Миссис Бетель Утемайер была единственной покойницей, которую довелось увидеть нам с сестрой. Когда она вместе со своим взрослым сыном переехала в наш район, мне исполнилось шесть лет, а Линдси — пять.
Моя мама говорила, что эта женщина частично лишилась рассудка и порой уходит из дому, а потом не может вспомнить, где живет. Случалось, она забредала к нам в сад, останавливалась под кизиловым деревом и смотрела на улицу, как будто ждала автобус. Мама вела ее в кухню, поила чаем и, как могла, успокаивала, а потом звонила ее сыну, чтобы сообщить, где находится его мать. Если телефон не отвечал, миссис Утемайер часами просиживала за нашим кухонным столом, глядя в одну точку. Мы приходили из школы и заставали эту картину. Сидит. Улыбается.
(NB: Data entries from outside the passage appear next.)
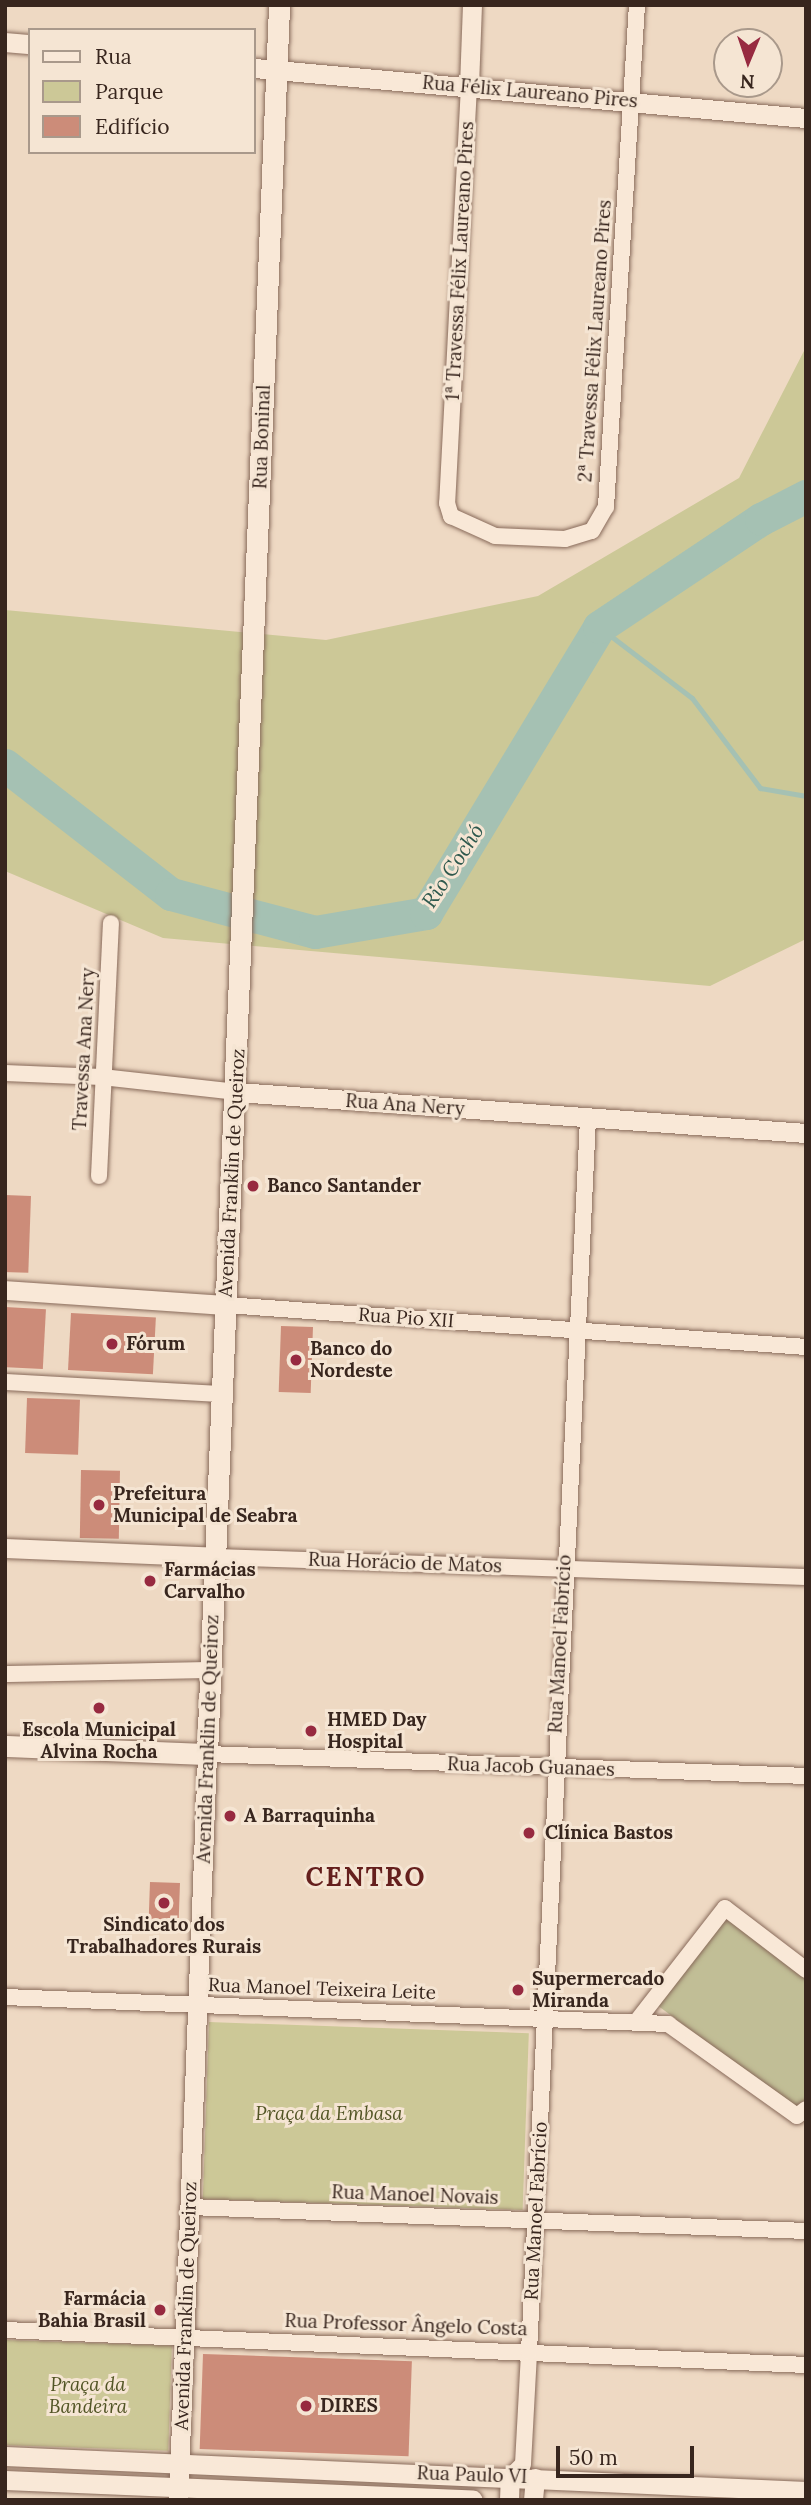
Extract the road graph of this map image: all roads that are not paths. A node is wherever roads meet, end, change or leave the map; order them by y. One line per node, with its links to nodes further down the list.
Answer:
1 (279, 5): 7 (main road, Rua Boninal)
2 (472, 5): 8 (street, 1ª Travessa Félix Laureano Pires)
3 (637, 5): 9 (street, 2ª Travessa Félix Laureano Pires)
4 (5, 41): 5 (street)
5 (28, 44)
6 (256, 68): 7 (street, Rua Félix Laureano Pires)
7 (276, 70): 8 (street, Rua Félix Laureano Pires); 13 (main road, Rua Boninal)
8 (469, 86): 9 (street, Rua Félix Laureano Pires); 11 (street, 1ª Travessa Félix Laureano Pires)
9 (632, 101): 10 (street, Rua Félix Laureano Pires); 11 (street, 2ª Travessa Félix Laureano Pires)
10 (806, 118)
11 (452, 516)
12 (111, 923): 15 (street, Travessa Ana Nery)
13 (240, 979): 16 (main road, Avenida Franklin de Queiroz)
14 (5, 1073): 15 (street, Rua Ana Nery)
15 (102, 1077): 16 (street, Rua Ana Nery); 19 (street, Travessa Ana Nery)
16 (237, 1092): 17 (street, Rua Ana Nery); 21 (main road, Avenida Franklin de Queiroz)
17 (588, 1119): 18 (street, Rua Ana Nery); 22 (street, Rua Manoel Fabrício)
18 (806, 1133)
19 (99, 1176)
20 (5, 1290): 21 (street, Rua Pio XII)
21 (226, 1305): 22 (street, Rua Pio XII); 25 (main road, Avenida Franklin de Queiroz)
22 (575, 1331): 23 (street, Rua Pio XII); 28 (street, Rua Manoel Fabrício)
23 (806, 1347)
24 (5, 1382): 25 (street)
25 (221, 1394): 27 (main road, Avenida Franklin de Queiroz)
26 (5, 1548): 27 (street, Rua Horácio de Matos)
27 (216, 1557): 28 (street, Rua Horácio de Matos); 30 (main road, Avenida Franklin de Queiroz)
28 (564, 1569): 29 (street, Rua Horácio de Matos); 34 (street, Rua Manoel Fabrício)
29 (806, 1577)
30 (212, 1670): 31 (street); 33 (main road, Avenida Franklin de Queiroz)
31 (5, 1674)
32 (5, 1746): 33 (main road, Rua Jacob Guanaes)
33 (207, 1754): 34 (street, Rua Jacob Guanaes); 38 (street, Avenida Franklin de Queiroz)
34 (554, 1768): 35 (street, Rua Jacob Guanaes); 39 (street, Rua Manoel Fabrício)
35 (806, 1776)
36 (806, 1970): 40 (street)
37 (5, 1997): 38 (street, Rua Manoel Teixeira Leite)
38 (197, 2006): 39 (street, Rua Manoel Teixeira Leite); 42 (street, Avenida Franklin de Queiroz)
39 (545, 2018): 40 (street, Rua Manoel Teixeira Leite); 43 (street, Rua Manoel Fabrício)
40 (637, 2021): 41 (street, Rua Manoel Teixeira Leite)
41 (806, 2109)
42 (190, 2207): 43 (street, Rua Manoel Novais); 46 (street, Avenida Franklin de Queiroz)
43 (535, 2221): 44 (street, Rua Manoel Novais); 47 (street, Rua Manoel Fabrício)
44 (806, 2231)
45 (5, 2330): 46 (street, Rua Professor Ângelo Costa)
46 (185, 2337): 47 (street, Rua Professor Ângelo Costa); 50 (street, Avenida Franklin de Queiroz)
47 (529, 2351): 48 (street, Rua Professor Ângelo Costa); 51 (street, Rua Manoel Fabrício)
48 (806, 2365)
49 (5, 2456): 50 (street)
50 (180, 2463): 51 (street, Rua Paulo VI); 54 (street, Avenida Franklin de Queiroz)
51 (523, 2473): 53 (street, Rua Paulo VI); 56 (street, Rua Manoel Fabrício); 57 (street, Rua Manoel Fabrício)
52 (5, 2480): 54 (street)
53 (806, 2491)
54 (178, 2493): 55 (street, Rua Paulo VI)
55 (473, 2500)
56 (509, 2500)
57 (533, 2500)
А то еще называла Линдси «Натали» и тянула руку, чтобы погладить до голове.
Когда она умерла, ее сын попросил нашу маму привести нас с Линдси на похороны. «Почему-то моя мать с особой нежностью относилась к вашим девочкам», — написал он.
— Она даже не знала, как меня зовут, — ныла Линдси, пока мама застегивала бесчисленные пуговки на ее темном платье.
«Очередной бесполезный подарок от бабушки Линн», — говорила про себя мама.
— Но тебя она хоть как-то называла, — сказала я.
Была пасхальная неделя; она выдалась необычайно теплой. Под ногами оставались только самые неподатливые плашки снега, а на кладбище при церкви, которую посещали Утермайеры, у основания надгробий еще белели снежные холмики, зато местами уже пробивались лютики.
Их церковь была необычной. «Англиканско-католическая», — объяснил папа в машине. Нас с Линдси это ужасно рассмешило. Папа сначала отказывался ехать на эти похороны, но у мамы перед рождением Бакли был такой огромный живот, что она не смогла втиснуться за руль. Вообще говоря, беременность причиняла ей массу неудобств, и мы с Линдси старались не попадаться маме на глаза, чтобы нас не загружали по хозяйству.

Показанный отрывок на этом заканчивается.